The most likely areas for a leak to occur from are the thermostat body on top of the engine or the power steering drive take off on the right front side of the engine. Inspect those areas first.
#15
Nordschleife Master
"While we will agree some cases seem more crack-prone than others, no engine is immune. Both Lycoming and Continental discuss crankcase cracking at length in service literature, understanding that it can happen and with some frequency.
Both publish guidelines for inspecting cases and offer advice on what is considered airworthy and what isn't. Some publications provide repair criteria to be used during overhaul that severely restrict where welding and re-machining of the case may be accomplished."

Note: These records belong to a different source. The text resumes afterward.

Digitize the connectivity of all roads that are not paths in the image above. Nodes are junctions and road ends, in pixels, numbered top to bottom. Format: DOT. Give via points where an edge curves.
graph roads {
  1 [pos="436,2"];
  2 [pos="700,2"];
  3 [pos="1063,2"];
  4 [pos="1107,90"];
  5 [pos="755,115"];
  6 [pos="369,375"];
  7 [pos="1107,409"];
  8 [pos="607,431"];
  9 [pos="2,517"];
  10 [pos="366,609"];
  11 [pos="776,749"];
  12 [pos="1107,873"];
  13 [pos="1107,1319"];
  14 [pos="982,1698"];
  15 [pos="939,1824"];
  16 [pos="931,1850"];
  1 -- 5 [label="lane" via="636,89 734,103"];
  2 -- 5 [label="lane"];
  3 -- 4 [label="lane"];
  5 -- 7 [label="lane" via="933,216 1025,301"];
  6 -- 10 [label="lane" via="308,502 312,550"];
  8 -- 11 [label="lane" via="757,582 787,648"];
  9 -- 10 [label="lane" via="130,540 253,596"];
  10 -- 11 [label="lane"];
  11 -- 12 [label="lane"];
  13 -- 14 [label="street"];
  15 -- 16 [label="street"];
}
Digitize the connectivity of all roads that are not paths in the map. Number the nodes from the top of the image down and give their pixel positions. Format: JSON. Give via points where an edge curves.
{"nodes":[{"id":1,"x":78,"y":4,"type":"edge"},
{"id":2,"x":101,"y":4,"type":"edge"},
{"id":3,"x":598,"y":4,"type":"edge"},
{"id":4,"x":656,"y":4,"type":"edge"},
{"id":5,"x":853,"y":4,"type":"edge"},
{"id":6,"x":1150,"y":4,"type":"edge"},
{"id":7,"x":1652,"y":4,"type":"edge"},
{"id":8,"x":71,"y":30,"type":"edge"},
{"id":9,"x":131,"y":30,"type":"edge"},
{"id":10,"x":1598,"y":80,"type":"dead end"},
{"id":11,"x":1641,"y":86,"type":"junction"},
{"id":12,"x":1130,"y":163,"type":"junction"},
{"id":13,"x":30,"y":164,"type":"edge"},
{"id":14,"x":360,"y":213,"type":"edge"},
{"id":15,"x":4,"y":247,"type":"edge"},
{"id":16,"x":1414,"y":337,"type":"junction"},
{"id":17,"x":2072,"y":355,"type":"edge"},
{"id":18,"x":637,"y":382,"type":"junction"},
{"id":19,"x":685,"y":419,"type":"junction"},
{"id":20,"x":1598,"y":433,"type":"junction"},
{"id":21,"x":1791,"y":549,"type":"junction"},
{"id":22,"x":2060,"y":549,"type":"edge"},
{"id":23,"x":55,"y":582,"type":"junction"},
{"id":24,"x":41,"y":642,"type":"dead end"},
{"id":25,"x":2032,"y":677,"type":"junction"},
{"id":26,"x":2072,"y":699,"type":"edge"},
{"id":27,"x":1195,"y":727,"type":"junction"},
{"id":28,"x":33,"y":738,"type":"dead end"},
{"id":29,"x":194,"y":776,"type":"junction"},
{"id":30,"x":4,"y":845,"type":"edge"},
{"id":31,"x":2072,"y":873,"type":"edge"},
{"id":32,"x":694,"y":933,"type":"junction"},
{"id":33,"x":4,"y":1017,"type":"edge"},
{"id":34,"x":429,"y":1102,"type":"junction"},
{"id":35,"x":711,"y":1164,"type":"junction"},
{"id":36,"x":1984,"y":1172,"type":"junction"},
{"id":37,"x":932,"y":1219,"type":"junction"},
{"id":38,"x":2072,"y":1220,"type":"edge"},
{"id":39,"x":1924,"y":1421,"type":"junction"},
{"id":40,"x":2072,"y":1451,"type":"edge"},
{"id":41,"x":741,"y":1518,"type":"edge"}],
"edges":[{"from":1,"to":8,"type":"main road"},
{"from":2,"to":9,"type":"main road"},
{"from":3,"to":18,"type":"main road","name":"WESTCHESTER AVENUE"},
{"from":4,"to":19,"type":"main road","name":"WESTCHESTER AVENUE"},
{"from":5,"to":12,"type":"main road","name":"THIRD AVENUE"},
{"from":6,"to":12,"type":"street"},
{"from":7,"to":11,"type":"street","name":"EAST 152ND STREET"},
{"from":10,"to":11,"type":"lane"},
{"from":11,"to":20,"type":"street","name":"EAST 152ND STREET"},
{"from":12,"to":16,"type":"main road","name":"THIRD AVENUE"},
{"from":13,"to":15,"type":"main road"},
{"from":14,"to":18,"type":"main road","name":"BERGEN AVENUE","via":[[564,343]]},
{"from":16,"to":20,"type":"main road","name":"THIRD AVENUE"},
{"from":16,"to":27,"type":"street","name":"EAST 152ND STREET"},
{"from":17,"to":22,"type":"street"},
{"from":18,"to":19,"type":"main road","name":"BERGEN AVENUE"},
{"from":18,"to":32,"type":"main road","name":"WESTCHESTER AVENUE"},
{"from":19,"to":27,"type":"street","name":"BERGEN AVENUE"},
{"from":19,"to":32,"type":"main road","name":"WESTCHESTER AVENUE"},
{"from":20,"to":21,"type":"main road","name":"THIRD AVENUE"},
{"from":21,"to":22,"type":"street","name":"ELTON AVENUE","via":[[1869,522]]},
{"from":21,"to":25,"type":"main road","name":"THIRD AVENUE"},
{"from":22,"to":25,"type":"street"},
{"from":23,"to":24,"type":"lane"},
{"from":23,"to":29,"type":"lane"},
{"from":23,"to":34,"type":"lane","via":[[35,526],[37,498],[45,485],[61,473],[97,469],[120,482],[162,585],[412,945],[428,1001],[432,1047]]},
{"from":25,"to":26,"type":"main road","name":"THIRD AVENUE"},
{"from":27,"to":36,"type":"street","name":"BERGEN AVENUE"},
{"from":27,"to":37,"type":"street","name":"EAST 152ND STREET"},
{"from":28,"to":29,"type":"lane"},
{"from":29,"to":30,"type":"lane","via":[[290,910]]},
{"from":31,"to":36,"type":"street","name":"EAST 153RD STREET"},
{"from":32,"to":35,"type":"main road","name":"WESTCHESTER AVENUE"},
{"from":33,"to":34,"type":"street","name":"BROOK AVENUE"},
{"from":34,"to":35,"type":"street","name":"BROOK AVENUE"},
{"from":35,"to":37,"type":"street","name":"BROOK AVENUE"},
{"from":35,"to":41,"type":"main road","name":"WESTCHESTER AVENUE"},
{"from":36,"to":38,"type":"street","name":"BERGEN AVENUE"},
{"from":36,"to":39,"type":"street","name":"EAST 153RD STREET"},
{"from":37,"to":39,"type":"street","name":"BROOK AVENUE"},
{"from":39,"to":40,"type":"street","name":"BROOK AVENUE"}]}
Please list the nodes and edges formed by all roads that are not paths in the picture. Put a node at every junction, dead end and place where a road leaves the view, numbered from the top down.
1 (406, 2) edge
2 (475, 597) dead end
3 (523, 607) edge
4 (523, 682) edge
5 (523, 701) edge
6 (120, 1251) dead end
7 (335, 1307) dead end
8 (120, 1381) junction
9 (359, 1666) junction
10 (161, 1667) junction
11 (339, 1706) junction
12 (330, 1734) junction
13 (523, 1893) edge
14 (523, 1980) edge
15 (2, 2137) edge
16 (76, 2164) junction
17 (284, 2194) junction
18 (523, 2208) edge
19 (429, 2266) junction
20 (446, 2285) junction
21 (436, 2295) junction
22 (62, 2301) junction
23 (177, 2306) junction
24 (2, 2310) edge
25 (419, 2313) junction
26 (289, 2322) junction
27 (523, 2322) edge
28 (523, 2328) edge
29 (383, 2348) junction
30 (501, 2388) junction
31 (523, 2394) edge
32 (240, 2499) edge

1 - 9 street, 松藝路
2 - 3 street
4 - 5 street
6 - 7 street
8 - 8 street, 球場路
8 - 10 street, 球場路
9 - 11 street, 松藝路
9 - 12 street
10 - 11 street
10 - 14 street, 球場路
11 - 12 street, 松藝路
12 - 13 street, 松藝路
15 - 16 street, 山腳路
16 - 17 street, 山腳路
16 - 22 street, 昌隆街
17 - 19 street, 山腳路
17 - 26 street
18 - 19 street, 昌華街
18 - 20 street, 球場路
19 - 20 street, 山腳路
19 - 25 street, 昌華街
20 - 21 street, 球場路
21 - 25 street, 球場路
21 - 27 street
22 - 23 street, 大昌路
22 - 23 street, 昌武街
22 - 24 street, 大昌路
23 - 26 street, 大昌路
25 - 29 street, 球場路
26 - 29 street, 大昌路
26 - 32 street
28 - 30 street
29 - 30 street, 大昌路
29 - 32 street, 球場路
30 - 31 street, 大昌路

"Crankcases crack because aluminum castings do not like to flex and air-cooled engines equipped with opposing cylinders flex as a matter of operational functioning. The result is predictable as the case relieves normal and abnormal stresses."
My father was a prototype machinist for Hughes Aircraft , he tells me that every piece of metal is flawed from the get go and more so after it has been machined as most machining rips metal from metal . Every cut surface has micro cracks resulting from the cutting . He has told me that if you look close enough at any part you will find flaws , that the trick is knowing what flaws are acceptable and what flaws are not .
Last edited by Indycam; 11-29-2011 at 10:13 PM.